Wenn Die Linke einen solchen Wahlkampf überzeugend angeht, wenn ihre Kandidat*innen dem Beispiel der neuen Vorsitzenden Ines Schwerdtner und Jan van Aken folgen und erklären, dass sie von den überhöhten Diäten nur annehmen, was einem durchschnittlichen Facharbeiter*innenlohn entspricht und den Rest spenden werden, wenn sich die Bundespartei endlich von kapitalismusfreundlicher Regierungspolitik in Bremen, Mecklenburg-Vorpommern und Thüringen distanziert, dann könnte unter den Mitgliedern und Unterstützer*innen der Partei eine Mobilisierung erreicht werden, die die Partei über die Fünf-Prozent-Hürde bei den Bundestagswahlen trägt.
Das wäre zusammen mit konsequenten Kämpfen der Gewerkschaften für die Interessen der abhängig Beschäftigten und gegen Kürzungen auf allen Ebenen auch das beste Mittel, um die AfD im Zaum zu halten.

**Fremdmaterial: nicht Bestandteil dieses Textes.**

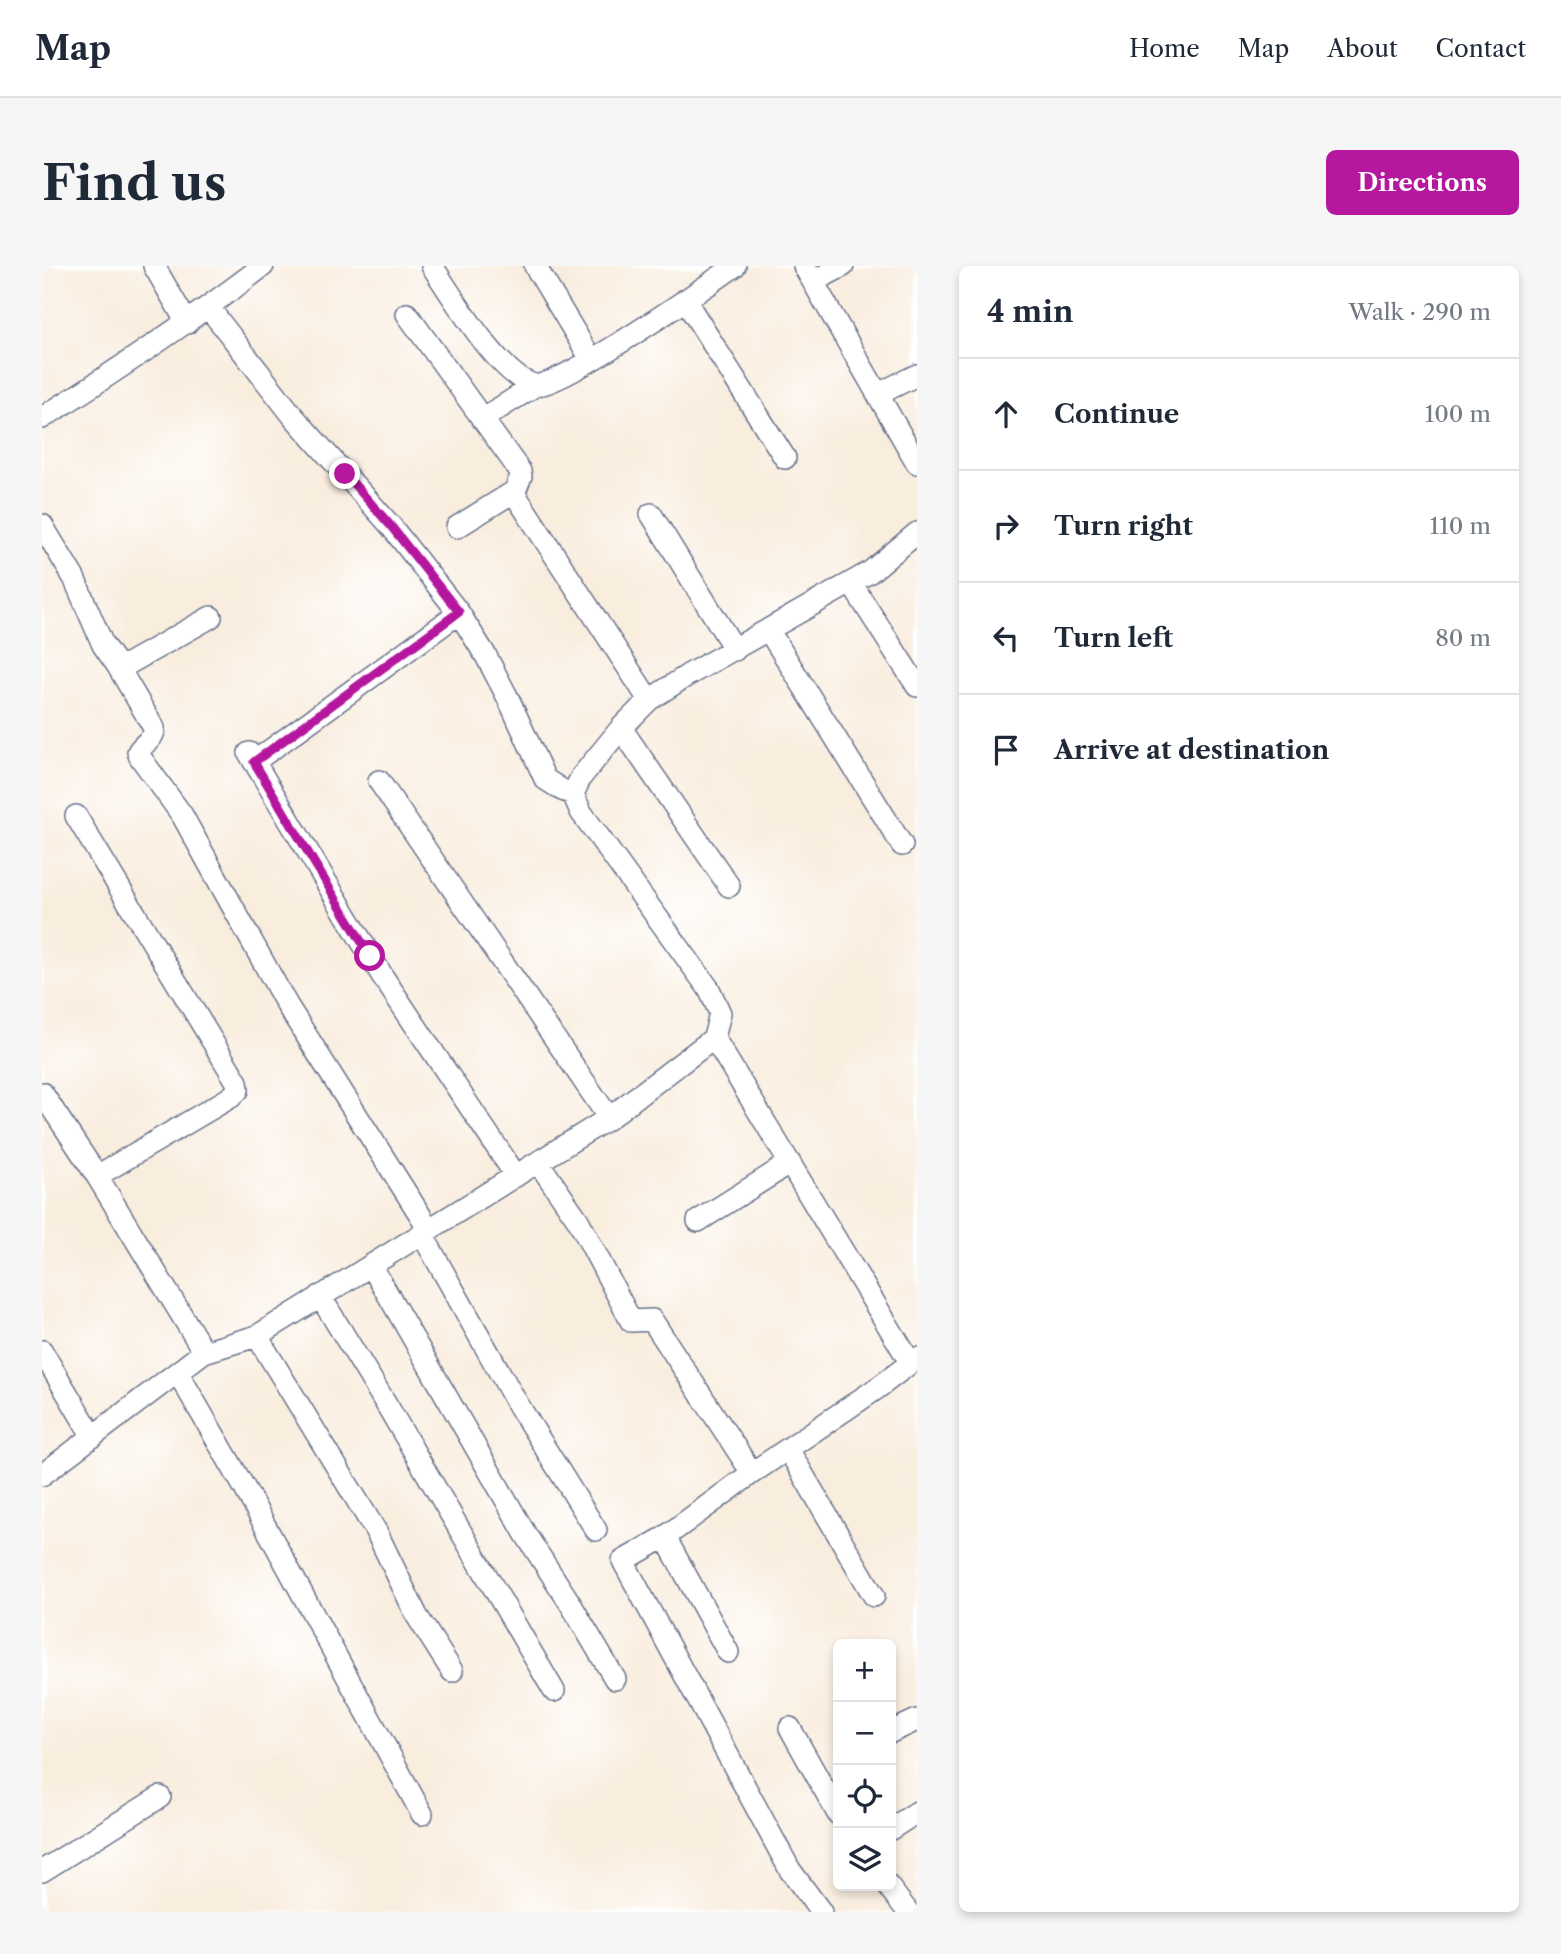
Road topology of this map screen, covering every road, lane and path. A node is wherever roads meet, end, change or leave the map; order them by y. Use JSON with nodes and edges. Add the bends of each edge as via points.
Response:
{"nodes":[{"id":1,"x":154,"y":266,"type":"edge"},
{"id":2,"x":263,"y":266,"type":"edge"},
{"id":3,"x":432,"y":266,"type":"edge"},
{"id":4,"x":536,"y":266,"type":"edge"},
{"id":5,"x":735,"y":266,"type":"edge"},
{"id":6,"x":843,"y":266,"type":"edge"},
{"id":7,"x":809,"y":273,"type":"edge"},
{"id":8,"x":685,"y":300,"type":"junction"},
{"id":9,"x":209,"y":308,"type":"junction"},
{"id":10,"x":407,"y":314,"type":"dead end"},
{"id":11,"x":187,"y":323,"type":"junction"},
{"id":12,"x":591,"y":359,"type":"junction"},
{"id":13,"x":917,"y":375,"type":"edge"},
{"id":14,"x":536,"y":386,"type":"junction"},
{"id":15,"x":878,"y":394,"type":"junction"},
{"id":16,"x":42,"y":418,"type":"edge"},
{"id":17,"x":482,"y":419,"type":"junction"},
{"id":18,"x":785,"y":458,"type":"dead end"},
{"id":19,"x":917,"y":463,"type":"edge"},
{"id":20,"x":515,"y":491,"type":"junction"},
{"id":21,"x":651,"y":514,"type":"dead end"},
{"id":22,"x":42,"y":524,"type":"edge"},
{"id":23,"x":457,"y":527,"type":"dead end"},
{"id":24,"x":916,"y":537,"type":"edge"},
{"id":25,"x":851,"y":583,"type":"junction"},
{"id":26,"x":459,"y":612,"type":"junction"},
{"id":27,"x":211,"y":617,"type":"dead end"},
{"id":28,"x":769,"y":631,"type":"junction"},
{"id":29,"x":735,"y":650,"type":"junction"},
{"id":30,"x":117,"y":665,"type":"junction"},
{"id":31,"x":917,"y":686,"type":"edge"},
{"id":32,"x":649,"y":700,"type":"junction"},
{"id":33,"x":621,"y":728,"type":"junction"},
{"id":34,"x":379,"y":780,"type":"dead end"},
{"id":35,"x":573,"y":794,"type":"junction"},
{"id":36,"x":76,"y":816,"type":"dead end"},
{"id":37,"x":902,"y":845,"type":"dead end"},
{"id":38,"x":729,"y":886,"type":"dead end"},
{"id":39,"x":715,"y":1038,"type":"junction"},
{"id":40,"x":42,"y":1093,"type":"edge"},
{"id":41,"x":609,"y":1118,"type":"junction"},
{"id":42,"x":538,"y":1162,"type":"junction"},
{"id":43,"x":790,"y":1163,"type":"junction"},
{"id":44,"x":516,"y":1175,"type":"junction"},
{"id":45,"x":97,"y":1176,"type":"junction"},
{"id":46,"x":698,"y":1221,"type":"dead end"},
{"id":47,"x":426,"y":1232,"type":"junction"},
{"id":48,"x":371,"y":1265,"type":"junction"},
{"id":49,"x":320,"y":1296,"type":"junction"},
{"id":50,"x":257,"y":1336,"type":"junction"},
{"id":51,"x":42,"y":1351,"type":"edge"},
{"id":52,"x":204,"y":1352,"type":"junction"},
{"id":53,"x":914,"y":1360,"type":"edge"},
{"id":54,"x":178,"y":1373,"type":"junction"},
{"id":55,"x":93,"y":1437,"type":"junction"},
{"id":56,"x":788,"y":1449,"type":"junction"},
{"id":57,"x":44,"y":1469,"type":"edge"},
{"id":58,"x":752,"y":1473,"type":"junction"},
{"id":59,"x":596,"y":1530,"type":"dead end"},
{"id":60,"x":665,"y":1537,"type":"junction"},
{"id":61,"x":874,"y":1595,"type":"dead end"},
{"id":62,"x":728,"y":1652,"type":"dead end"},
{"id":63,"x":452,"y":1671,"type":"dead end"},
{"id":64,"x":615,"y":1679,"type":"dead end"},
{"id":65,"x":554,"y":1691,"type":"dead end"},
{"id":66,"x":917,"y":1720,"type":"edge"},
{"id":67,"x":790,"y":1728,"type":"dead end"},
{"id":68,"x":896,"y":1730,"type":"edge"},
{"id":69,"x":160,"y":1797,"type":"dead end"},
{"id":70,"x":833,"y":1805,"type":"edge"},
{"id":71,"x":917,"y":1812,"type":"edge"},
{"id":72,"x":422,"y":1814,"type":"dead end"},
{"id":73,"x":893,"y":1828,"type":"edge"},
{"id":74,"x":42,"y":1871,"type":"edge"},
{"id":75,"x":892,"y":1891,"type":"edge"},
{"id":76,"x":821,"y":1912,"type":"edge"},
{"id":77,"x":908,"y":1912,"type":"edge"}],
"edges":[{"from":1,"to":11,"type":"street"},
{"from":2,"to":9,"type":"street"},
{"from":3,"to":14,"type":"street","via":[[488,347],[513,373]]},
{"from":4,"to":12,"type":"street"},
{"from":5,"to":8,"type":"street"},
{"from":6,"to":7,"type":"street"},
{"from":7,"to":15,"type":"street"},
{"from":8,"to":12,"type":"street"},
{"from":8,"to":18,"type":"street"},
{"from":9,"to":11,"type":"street"},
{"from":9,"to":26,"type":"street","via":[[293,416],[390,525]]},
{"from":10,"to":17,"type":"street"},
{"from":11,"to":16,"type":"street"},
{"from":12,"to":14,"type":"street","via":[[546,385]]},
{"from":13,"to":15,"type":"street"},
{"from":14,"to":17,"type":"street"},
{"from":15,"to":19,"type":"street"},
{"from":17,"to":20,"type":"street","via":[[520,471]]},
{"from":20,"to":23,"type":"street"},
{"from":20,"to":32,"type":"street"},
{"from":21,"to":29,"type":"street"},
{"from":22,"to":30,"type":"street"},
{"from":24,"to":25,"type":"street"},
{"from":25,"to":28,"type":"street"},
{"from":25,"to":31,"type":"street"},
{"from":26,"to":35,"type":"street","via":[[509,700],[545,779]]},
{"from":26,"to":44,"type":"street","via":[[252,757],[383,977]]},
{"from":27,"to":30,"type":"street","via":[[128,664]]},
{"from":28,"to":29,"type":"street"},
{"from":28,"to":37,"type":"street"},
{"from":29,"to":32,"type":"street"},
{"from":30,"to":47,"type":"street","via":[[154,728],[155,733],[138,752],[140,757],[182,815],[287,1005]]},
{"from":32,"to":33,"type":"street"},
{"from":33,"to":35,"type":"street","via":[[577,782]]},
{"from":33,"to":38,"type":"street"},
{"from":34,"to":41,"type":"street"},
{"from":35,"to":39,"type":"street","via":[[713,995],[720,1013]]},
{"from":36,"to":45,"type":"street","via":[[238,1090]]},
{"from":39,"to":41,"type":"street"},
{"from":39,"to":43,"type":"street"},
{"from":40,"to":45,"type":"street"},
{"from":41,"to":42,"type":"street"},
{"from":42,"to":44,"type":"street"},
{"from":42,"to":58,"type":"street","via":[[578,1220],[631,1321],[652,1320]]},
{"from":43,"to":46,"type":"street"},
{"from":43,"to":53,"type":"street"},
{"from":44,"to":47,"type":"street"},
{"from":45,"to":52,"type":"street"},
{"from":47,"to":48,"type":"street"},
{"from":47,"to":59,"type":"street","via":[[514,1398]]},
{"from":48,"to":49,"type":"street"},
{"from":48,"to":64,"type":"street","via":[[526,1535]]},
{"from":49,"to":50,"type":"street"},
{"from":49,"to":65,"type":"street"},
{"from":50,"to":52,"type":"street"},
{"from":50,"to":63,"type":"street","via":[[377,1533],[417,1616]]},
{"from":51,"to":55,"type":"street"},
{"from":52,"to":54,"type":"street"},
{"from":53,"to":56,"type":"street"},
{"from":54,"to":55,"type":"street"},
{"from":54,"to":72,"type":"street"},
{"from":55,"to":57,"type":"street"},
{"from":56,"to":58,"type":"street"},
{"from":56,"to":61,"type":"street"},
{"from":58,"to":60,"type":"street"},
{"from":60,"to":62,"type":"street"},
{"from":60,"to":76,"type":"street","via":[[623,1561],[790,1870]]},
{"from":66,"to":68,"type":"street"},
{"from":67,"to":70,"type":"street"},
{"from":69,"to":74,"type":"street"},
{"from":71,"to":73,"type":"street"},
{"from":75,"to":77,"type":"street"}]}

Neue sozialistische Arbeiter*innenpartei
Damit wäre die Krise der Partei noch nicht überwunden, aber der Niedergang erst einmal unterbrochen und dann könnte eine notwendige Debatte stattfinden, welchen Beitrag Die Linke – zusammen mit anderen Kräften aus Gewerkschaften und sozialen Bewegungen! – zur Schaffung einer Massenpartei von Arbeiter*innen und Jugendlichen mit einem sozialistischen Programm leisten kann, die so dringend nötig ist, um die Interessen der Arbeiter*innenklasse zu vertreten und die Gesellschaft zu verändern. Den Anspruch, dass Die Linke sich allein zu einer solchen Partei entwickeln wird, sollte sie aufgeben und sich wieder stärker der Zusammenarbeit mit anderen linken und gewerkschaftlichen Kräften, auch bei Wahlantritten, öffnen – um in der Zukunft eine wirkliche Massenpartei zu schaffen.
Die Sol will dazu einen Beitrag leisten. Wir sind überzeugt davon, dass eine solche Partei auf dem Weg zur sozialistischen Veränderung der Gesellschaft nötig ist und dass sie umso erfolgreicher aufgebaut werden kann, je stärker die marxistischen Kräfte darin sind.